Which lines in the records below include the word "bottom"? Report each of them in full.

* _Provided data_:
######

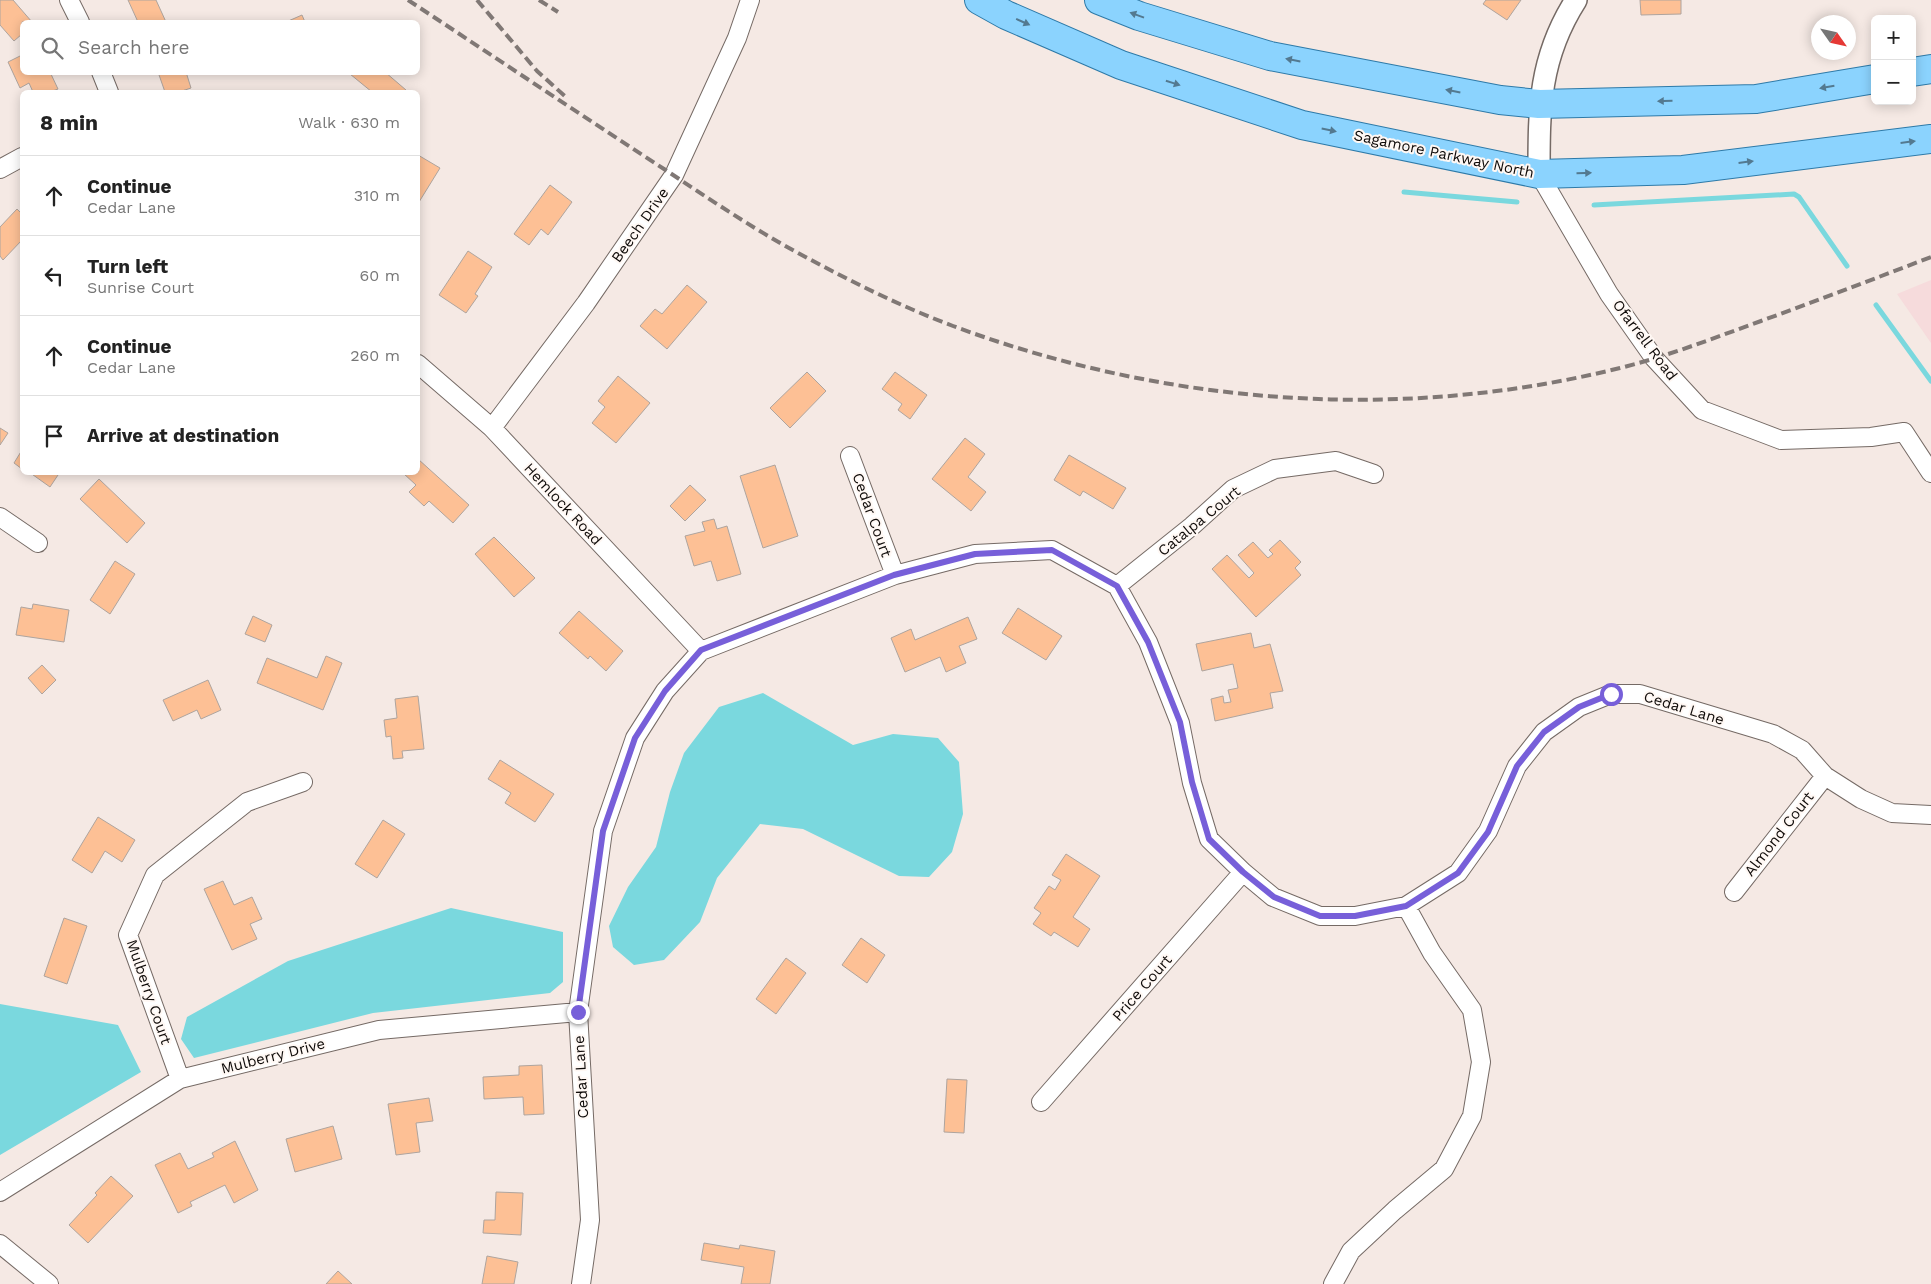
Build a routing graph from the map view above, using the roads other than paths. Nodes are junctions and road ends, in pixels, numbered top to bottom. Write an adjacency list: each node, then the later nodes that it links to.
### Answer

######

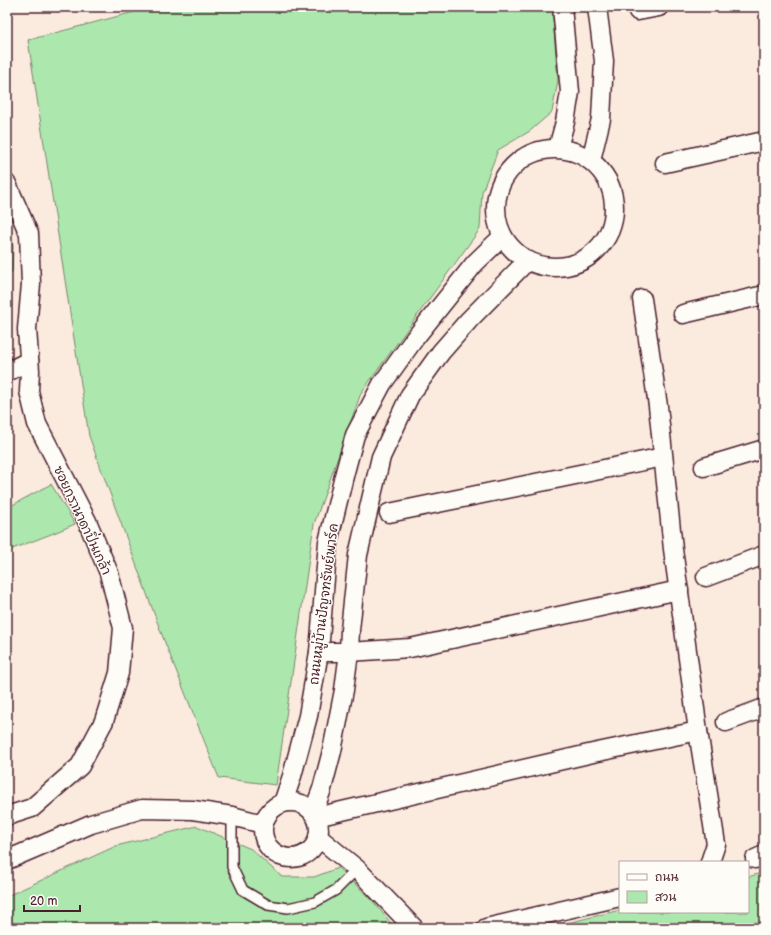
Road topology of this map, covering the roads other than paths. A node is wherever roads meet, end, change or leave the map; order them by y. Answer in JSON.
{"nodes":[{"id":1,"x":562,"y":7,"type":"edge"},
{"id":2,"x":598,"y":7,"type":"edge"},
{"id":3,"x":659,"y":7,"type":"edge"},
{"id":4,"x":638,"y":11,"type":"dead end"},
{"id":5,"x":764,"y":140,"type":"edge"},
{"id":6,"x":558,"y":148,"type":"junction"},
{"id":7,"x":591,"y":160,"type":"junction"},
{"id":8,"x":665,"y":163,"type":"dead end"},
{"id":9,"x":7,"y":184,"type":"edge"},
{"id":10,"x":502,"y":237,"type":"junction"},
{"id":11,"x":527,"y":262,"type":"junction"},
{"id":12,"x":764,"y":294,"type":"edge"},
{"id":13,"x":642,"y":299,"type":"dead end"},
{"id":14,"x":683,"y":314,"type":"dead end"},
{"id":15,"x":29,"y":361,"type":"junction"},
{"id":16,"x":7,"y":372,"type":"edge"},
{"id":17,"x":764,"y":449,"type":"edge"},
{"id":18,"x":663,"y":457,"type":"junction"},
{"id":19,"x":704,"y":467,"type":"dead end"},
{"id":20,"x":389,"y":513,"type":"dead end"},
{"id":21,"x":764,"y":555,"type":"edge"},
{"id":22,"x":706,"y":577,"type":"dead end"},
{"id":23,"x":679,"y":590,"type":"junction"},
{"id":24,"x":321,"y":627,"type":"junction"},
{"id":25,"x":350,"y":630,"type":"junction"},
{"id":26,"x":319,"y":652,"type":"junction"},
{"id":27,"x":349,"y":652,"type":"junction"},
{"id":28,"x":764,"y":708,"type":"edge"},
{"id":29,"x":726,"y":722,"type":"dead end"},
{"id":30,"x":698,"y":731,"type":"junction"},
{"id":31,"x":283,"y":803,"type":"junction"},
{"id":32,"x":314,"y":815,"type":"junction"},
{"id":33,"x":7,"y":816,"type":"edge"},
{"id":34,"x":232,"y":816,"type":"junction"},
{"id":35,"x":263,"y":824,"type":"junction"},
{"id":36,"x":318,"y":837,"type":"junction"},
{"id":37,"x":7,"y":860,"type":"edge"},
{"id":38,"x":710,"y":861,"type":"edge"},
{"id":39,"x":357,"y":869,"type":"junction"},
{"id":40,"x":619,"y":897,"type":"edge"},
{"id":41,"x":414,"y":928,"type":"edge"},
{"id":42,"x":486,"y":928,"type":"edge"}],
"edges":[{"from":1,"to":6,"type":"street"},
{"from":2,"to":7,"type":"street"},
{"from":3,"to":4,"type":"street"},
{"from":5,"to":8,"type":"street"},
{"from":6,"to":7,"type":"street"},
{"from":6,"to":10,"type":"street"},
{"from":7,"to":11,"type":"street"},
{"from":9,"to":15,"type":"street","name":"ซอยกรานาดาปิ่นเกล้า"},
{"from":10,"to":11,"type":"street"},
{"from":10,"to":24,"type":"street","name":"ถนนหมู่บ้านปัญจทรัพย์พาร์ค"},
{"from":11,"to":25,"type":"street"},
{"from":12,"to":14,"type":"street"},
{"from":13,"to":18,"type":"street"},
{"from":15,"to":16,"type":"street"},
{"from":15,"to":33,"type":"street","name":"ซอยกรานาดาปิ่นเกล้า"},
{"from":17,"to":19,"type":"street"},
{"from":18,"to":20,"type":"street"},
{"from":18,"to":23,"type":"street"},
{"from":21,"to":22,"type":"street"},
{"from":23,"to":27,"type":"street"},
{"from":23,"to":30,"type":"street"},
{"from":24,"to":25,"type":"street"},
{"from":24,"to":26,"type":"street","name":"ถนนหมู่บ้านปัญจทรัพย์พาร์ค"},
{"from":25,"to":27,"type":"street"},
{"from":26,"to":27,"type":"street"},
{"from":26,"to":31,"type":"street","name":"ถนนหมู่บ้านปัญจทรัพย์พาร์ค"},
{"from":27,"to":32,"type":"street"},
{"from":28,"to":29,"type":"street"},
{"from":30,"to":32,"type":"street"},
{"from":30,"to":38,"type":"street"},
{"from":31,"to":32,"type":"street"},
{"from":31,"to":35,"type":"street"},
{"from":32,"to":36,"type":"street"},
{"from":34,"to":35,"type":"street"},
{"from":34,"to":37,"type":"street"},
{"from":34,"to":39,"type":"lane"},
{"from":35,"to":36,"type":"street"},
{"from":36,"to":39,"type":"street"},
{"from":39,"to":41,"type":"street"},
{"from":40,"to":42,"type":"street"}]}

######

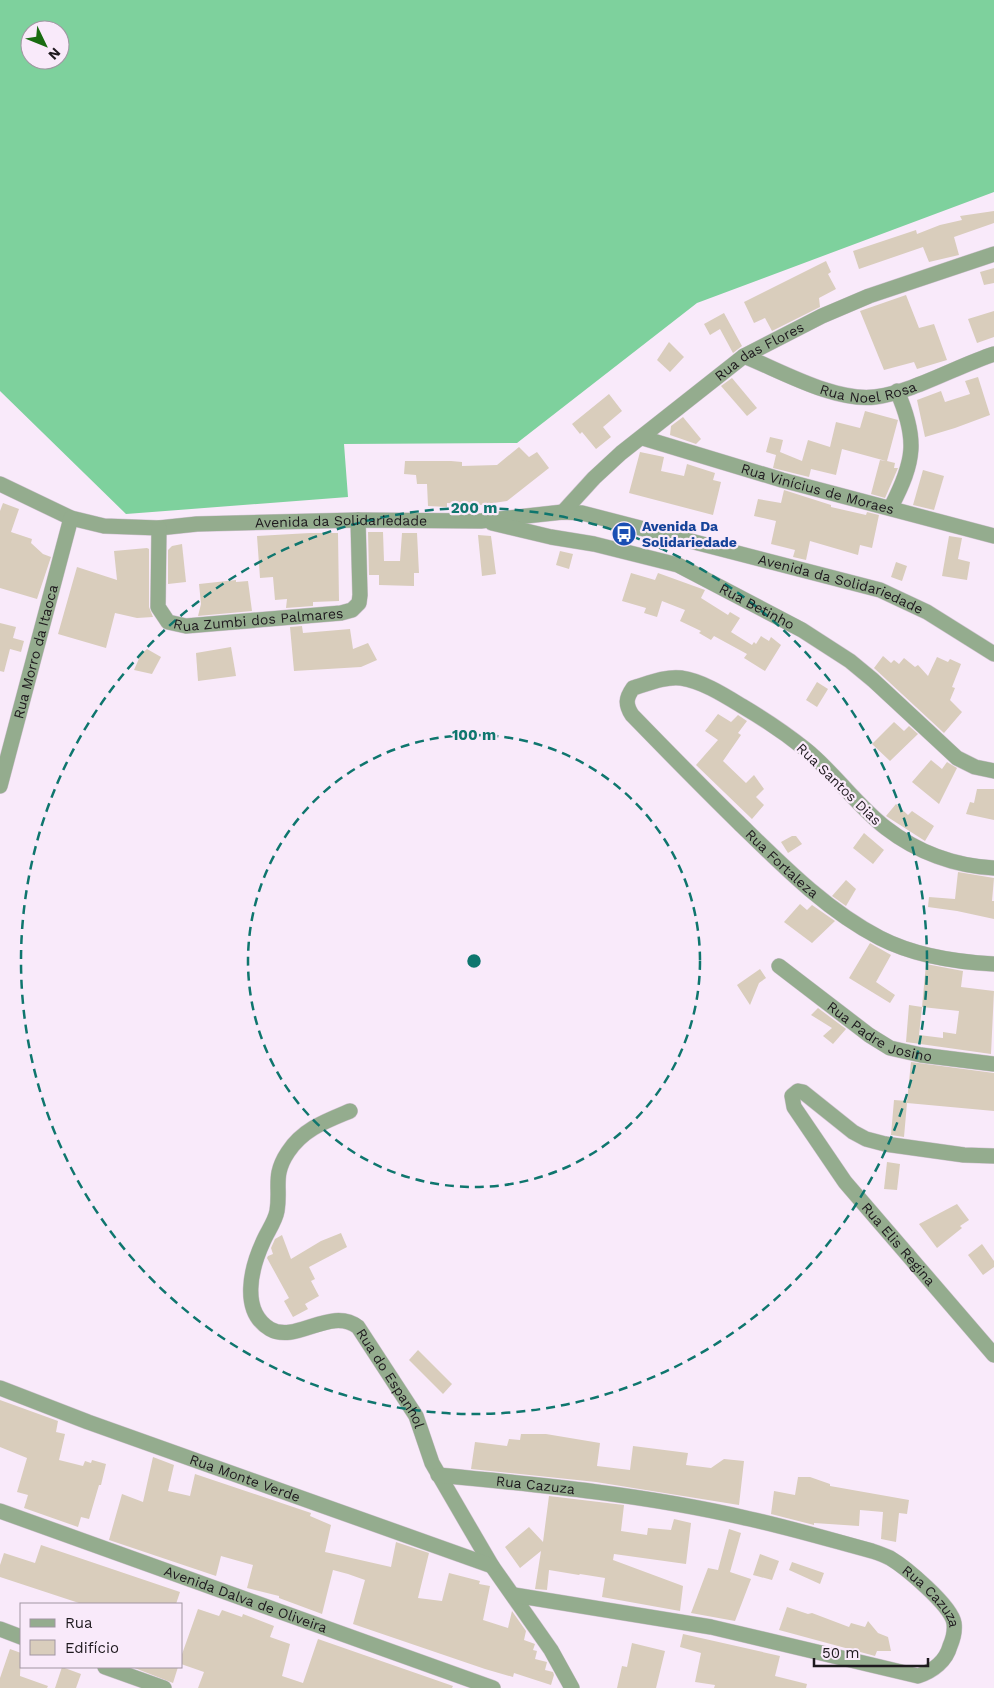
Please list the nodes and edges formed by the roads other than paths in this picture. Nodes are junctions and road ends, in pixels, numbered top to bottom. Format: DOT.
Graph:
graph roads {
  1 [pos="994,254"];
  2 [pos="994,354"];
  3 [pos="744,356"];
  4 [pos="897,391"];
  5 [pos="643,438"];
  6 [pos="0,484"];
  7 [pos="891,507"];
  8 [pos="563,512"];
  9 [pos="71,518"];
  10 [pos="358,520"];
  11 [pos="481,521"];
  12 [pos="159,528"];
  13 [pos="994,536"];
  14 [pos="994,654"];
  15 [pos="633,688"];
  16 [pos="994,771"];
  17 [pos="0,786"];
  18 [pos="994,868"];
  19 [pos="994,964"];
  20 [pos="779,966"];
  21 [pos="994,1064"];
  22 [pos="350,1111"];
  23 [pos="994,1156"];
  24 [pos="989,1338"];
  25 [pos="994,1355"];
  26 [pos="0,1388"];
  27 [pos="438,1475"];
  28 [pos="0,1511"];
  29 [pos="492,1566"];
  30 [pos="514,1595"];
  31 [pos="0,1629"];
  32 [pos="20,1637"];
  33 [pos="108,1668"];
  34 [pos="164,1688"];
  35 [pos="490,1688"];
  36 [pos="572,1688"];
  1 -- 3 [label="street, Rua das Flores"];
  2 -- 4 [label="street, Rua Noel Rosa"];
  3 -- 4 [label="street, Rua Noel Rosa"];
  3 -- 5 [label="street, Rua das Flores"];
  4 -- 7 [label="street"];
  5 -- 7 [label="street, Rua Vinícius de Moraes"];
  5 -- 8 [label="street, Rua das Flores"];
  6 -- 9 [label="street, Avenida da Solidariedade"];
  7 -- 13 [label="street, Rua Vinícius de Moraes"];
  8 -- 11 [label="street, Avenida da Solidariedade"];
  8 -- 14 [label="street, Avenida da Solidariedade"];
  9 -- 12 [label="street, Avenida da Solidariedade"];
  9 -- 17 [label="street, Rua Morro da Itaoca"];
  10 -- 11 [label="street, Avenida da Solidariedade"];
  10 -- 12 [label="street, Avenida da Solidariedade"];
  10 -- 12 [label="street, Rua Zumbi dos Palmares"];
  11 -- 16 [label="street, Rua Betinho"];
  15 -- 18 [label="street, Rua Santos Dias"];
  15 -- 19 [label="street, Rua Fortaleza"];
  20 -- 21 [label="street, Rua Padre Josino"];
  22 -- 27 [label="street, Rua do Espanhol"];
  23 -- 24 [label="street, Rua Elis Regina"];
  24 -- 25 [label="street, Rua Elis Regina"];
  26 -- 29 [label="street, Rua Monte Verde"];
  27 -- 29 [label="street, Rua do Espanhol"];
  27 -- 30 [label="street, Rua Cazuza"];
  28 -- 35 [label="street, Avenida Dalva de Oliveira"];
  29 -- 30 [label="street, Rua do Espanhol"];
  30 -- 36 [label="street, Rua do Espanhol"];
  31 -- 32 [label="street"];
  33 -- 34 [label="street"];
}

######

* _Result for this task_:
Build a routing graph from the map view above, using the roads other than paths. Nodes are junctions and road ends, in pixels, numbered top to bottom. Write an adjacency list: each node, then the later nodes that it links to.
Please list the nodes and edges formed by the roads other than paths in this picture. Nodes are junctions and road ends, in pixels, numbered top to bottom. Format: DOT.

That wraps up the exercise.